I use my meditation app to quiet the spiraling thoughts, to remind myself to breathe. I go outside whenever I can—walk the dog, take a hike, lean against the oak trees that watch over this home. My husband and I sit a little closer these days. On Saturday, my friend Elisa took me to see the new Bob Dylan film. Driving home, we sang Blowin’ in the Wind, our voices rising with something like hope.
This is the rhythm of life now—a pendulum swing between deep gratitude and quiet fear, between the love of what is good and the looming shadow of those who would destroy it. I take long baths. I stretch daily, determined to keep my body strong. I allow myself small joys—staging the house for a hopeful sale, laughing at my ever-goofy dog. There is so much to be cautious of. But there is also much to be grateful for. One day at a time. One breath at a time.
Light a candle. Offer up a prayer. Fill your heart with love and goodwill, for yourself and for others. Create art. Offer mercy. Cultivate grace. Be a force for good.
These reminders are for myself, for you, for all of us. We are engaged in a struggle—but we have each other. This is the resistance. This is the resilience with which we fortify our beings.
I am grateful for you. For the light we shine when we stand together. We can get through this.

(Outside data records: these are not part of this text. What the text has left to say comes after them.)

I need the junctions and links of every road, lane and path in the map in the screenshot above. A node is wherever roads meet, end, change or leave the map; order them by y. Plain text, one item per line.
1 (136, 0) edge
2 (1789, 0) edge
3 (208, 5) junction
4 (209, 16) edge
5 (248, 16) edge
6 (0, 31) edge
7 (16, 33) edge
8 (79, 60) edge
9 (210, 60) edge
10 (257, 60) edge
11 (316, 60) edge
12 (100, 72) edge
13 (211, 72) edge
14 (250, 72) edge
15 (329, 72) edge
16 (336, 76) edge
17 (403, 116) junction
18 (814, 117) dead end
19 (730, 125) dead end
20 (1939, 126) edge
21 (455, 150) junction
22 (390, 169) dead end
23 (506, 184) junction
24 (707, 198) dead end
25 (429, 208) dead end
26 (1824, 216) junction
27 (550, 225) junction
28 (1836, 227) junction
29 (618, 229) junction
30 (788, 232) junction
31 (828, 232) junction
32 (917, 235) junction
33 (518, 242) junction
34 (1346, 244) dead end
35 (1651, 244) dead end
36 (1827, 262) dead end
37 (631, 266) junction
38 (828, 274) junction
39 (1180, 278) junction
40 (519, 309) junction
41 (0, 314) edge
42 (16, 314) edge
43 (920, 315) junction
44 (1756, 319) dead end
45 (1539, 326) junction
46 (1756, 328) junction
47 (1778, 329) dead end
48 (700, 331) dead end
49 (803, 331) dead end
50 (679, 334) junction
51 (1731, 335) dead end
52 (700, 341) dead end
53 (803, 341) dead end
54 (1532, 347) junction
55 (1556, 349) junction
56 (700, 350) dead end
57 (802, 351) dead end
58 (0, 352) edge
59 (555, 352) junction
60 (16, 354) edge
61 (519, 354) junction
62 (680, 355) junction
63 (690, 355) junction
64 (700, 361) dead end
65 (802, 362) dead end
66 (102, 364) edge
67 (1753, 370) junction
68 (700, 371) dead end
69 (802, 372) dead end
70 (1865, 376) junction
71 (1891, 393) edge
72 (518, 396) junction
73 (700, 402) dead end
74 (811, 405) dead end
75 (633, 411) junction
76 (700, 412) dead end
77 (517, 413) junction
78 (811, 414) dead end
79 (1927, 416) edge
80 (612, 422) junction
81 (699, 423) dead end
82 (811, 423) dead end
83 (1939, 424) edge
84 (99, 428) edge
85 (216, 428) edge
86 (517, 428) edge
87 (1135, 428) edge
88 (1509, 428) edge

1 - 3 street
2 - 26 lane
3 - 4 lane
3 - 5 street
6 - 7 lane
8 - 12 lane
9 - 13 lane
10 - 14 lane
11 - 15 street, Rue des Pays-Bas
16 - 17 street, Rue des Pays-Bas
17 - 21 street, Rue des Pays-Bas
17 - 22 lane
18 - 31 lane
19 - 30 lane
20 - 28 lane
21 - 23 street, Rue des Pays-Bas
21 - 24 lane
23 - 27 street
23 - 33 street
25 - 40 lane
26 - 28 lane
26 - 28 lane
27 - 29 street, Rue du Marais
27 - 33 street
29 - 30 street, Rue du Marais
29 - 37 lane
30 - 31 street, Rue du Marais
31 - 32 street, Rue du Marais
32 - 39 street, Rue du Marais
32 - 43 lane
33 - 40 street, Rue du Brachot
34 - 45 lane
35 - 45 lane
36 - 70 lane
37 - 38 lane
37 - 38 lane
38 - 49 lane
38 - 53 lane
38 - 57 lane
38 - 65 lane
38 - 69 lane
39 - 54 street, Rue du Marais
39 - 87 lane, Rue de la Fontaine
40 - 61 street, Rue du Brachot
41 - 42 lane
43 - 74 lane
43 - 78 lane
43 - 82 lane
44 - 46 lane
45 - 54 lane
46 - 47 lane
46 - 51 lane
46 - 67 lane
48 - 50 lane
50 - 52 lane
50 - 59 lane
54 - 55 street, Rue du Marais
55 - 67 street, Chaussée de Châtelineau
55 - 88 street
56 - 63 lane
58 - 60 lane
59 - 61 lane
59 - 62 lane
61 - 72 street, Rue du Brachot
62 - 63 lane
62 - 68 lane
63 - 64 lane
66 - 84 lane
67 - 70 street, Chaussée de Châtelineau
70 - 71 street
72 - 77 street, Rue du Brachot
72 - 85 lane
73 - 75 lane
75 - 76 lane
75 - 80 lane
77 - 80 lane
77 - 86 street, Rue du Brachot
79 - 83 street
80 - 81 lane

Everything changes and ends. This too shall pass
I'm grateful for your words, Stephanie--glad you scaled that cliff again. (It's a fresh climb every time.) These days, I'm also very grateful for Wendell Berry, especially this, from his Mad Farmer Manifesto: "Be joyful, though you have considered all the facts."
Your words ring so true for me, and put so beautifully, light up these dark times. Keep the faith and watch the pendulum, it should be swinging back as soon as enough of us wake up from the slumber we've been in. We all need to shine the light!